> **TASK BRIEF**
Could you reproduce the lines below from the one with "(255, 255, 255))" through the one with "(51, 51, 51))"? Keep both ends and add nothing.

> **Saved entries**
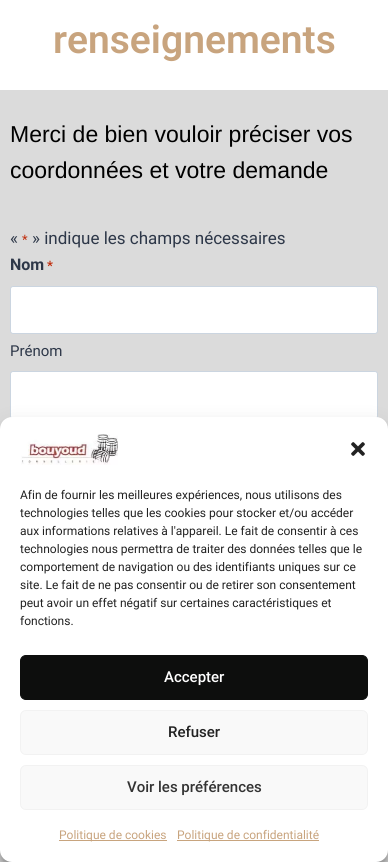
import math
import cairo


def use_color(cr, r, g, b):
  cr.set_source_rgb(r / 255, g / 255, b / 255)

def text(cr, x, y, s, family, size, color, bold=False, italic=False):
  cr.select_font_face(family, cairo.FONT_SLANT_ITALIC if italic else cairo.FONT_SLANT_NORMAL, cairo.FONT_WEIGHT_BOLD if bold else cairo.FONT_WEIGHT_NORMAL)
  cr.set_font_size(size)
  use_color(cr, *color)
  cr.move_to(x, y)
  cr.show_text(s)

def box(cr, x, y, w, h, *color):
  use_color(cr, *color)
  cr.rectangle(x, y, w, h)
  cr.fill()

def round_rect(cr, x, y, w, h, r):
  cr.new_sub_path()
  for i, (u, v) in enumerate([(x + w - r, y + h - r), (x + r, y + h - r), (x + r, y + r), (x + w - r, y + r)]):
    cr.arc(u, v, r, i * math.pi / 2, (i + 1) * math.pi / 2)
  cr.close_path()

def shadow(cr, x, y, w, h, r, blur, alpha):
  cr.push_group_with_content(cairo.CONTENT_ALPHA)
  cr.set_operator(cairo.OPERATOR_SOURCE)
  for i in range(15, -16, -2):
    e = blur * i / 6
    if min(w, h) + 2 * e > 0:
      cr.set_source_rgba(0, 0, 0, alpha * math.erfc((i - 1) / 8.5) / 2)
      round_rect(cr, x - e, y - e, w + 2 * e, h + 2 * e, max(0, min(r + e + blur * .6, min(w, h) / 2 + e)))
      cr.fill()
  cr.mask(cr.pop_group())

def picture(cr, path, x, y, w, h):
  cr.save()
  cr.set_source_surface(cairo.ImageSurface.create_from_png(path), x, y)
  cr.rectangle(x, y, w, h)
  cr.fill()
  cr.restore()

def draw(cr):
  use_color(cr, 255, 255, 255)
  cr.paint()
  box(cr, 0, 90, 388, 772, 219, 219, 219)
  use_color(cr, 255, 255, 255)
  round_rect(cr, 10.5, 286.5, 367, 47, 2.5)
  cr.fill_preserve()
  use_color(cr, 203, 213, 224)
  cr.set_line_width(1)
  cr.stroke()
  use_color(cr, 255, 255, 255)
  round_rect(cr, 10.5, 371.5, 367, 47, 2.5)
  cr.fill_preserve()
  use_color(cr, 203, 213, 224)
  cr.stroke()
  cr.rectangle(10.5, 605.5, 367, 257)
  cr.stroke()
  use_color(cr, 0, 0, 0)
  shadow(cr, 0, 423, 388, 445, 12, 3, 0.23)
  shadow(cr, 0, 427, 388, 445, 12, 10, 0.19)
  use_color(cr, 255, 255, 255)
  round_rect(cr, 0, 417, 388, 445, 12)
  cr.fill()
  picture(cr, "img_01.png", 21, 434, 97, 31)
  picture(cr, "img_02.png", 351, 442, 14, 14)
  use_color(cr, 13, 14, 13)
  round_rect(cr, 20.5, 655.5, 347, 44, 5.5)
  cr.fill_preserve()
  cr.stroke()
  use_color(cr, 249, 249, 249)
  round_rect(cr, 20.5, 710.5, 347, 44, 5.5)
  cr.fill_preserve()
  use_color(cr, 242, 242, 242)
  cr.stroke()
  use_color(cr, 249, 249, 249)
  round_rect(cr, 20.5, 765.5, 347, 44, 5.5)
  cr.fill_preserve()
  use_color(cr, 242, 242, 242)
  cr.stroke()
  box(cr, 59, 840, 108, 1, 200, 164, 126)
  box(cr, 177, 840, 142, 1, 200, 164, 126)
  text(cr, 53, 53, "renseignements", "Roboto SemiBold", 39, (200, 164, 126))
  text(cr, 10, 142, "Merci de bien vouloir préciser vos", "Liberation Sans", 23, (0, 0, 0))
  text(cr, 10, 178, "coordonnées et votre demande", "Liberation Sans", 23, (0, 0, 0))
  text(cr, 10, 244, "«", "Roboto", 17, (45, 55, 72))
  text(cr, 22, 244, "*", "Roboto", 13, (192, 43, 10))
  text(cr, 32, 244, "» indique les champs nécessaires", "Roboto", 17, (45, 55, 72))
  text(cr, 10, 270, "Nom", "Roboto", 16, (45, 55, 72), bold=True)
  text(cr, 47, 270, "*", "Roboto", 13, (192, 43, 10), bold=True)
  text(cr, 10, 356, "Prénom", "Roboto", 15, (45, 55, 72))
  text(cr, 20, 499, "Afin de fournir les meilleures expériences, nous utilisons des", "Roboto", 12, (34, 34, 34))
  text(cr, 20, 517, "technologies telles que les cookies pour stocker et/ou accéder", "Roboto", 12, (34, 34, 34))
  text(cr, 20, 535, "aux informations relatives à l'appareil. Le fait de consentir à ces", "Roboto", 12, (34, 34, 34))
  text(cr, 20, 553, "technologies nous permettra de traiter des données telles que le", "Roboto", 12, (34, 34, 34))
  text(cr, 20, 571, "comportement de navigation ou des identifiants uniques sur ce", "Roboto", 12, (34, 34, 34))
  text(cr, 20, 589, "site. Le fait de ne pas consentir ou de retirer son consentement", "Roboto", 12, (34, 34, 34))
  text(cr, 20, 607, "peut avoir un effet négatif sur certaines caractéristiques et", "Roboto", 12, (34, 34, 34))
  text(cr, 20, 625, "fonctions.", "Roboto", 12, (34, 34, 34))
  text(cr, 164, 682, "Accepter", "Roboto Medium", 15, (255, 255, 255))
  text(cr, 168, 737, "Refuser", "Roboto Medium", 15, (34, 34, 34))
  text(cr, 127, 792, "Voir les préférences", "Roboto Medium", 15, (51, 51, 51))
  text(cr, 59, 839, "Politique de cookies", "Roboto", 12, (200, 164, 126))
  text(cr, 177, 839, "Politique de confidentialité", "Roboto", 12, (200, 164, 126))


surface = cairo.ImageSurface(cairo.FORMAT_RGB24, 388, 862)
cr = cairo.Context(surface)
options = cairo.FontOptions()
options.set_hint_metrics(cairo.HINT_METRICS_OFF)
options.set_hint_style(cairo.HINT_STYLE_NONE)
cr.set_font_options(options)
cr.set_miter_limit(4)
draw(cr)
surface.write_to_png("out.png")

> **SOLUTION TO THE EXERCISE**
  text(cr, 164, 682, "Accepter", "Roboto Medium", 15, (255, 255, 255))
  text(cr, 168, 737, "Refuser", "Roboto Medium", 15, (34, 34, 34))
  text(cr, 127, 792, "Voir les préférences", "Roboto Medium", 15, (51, 51, 51))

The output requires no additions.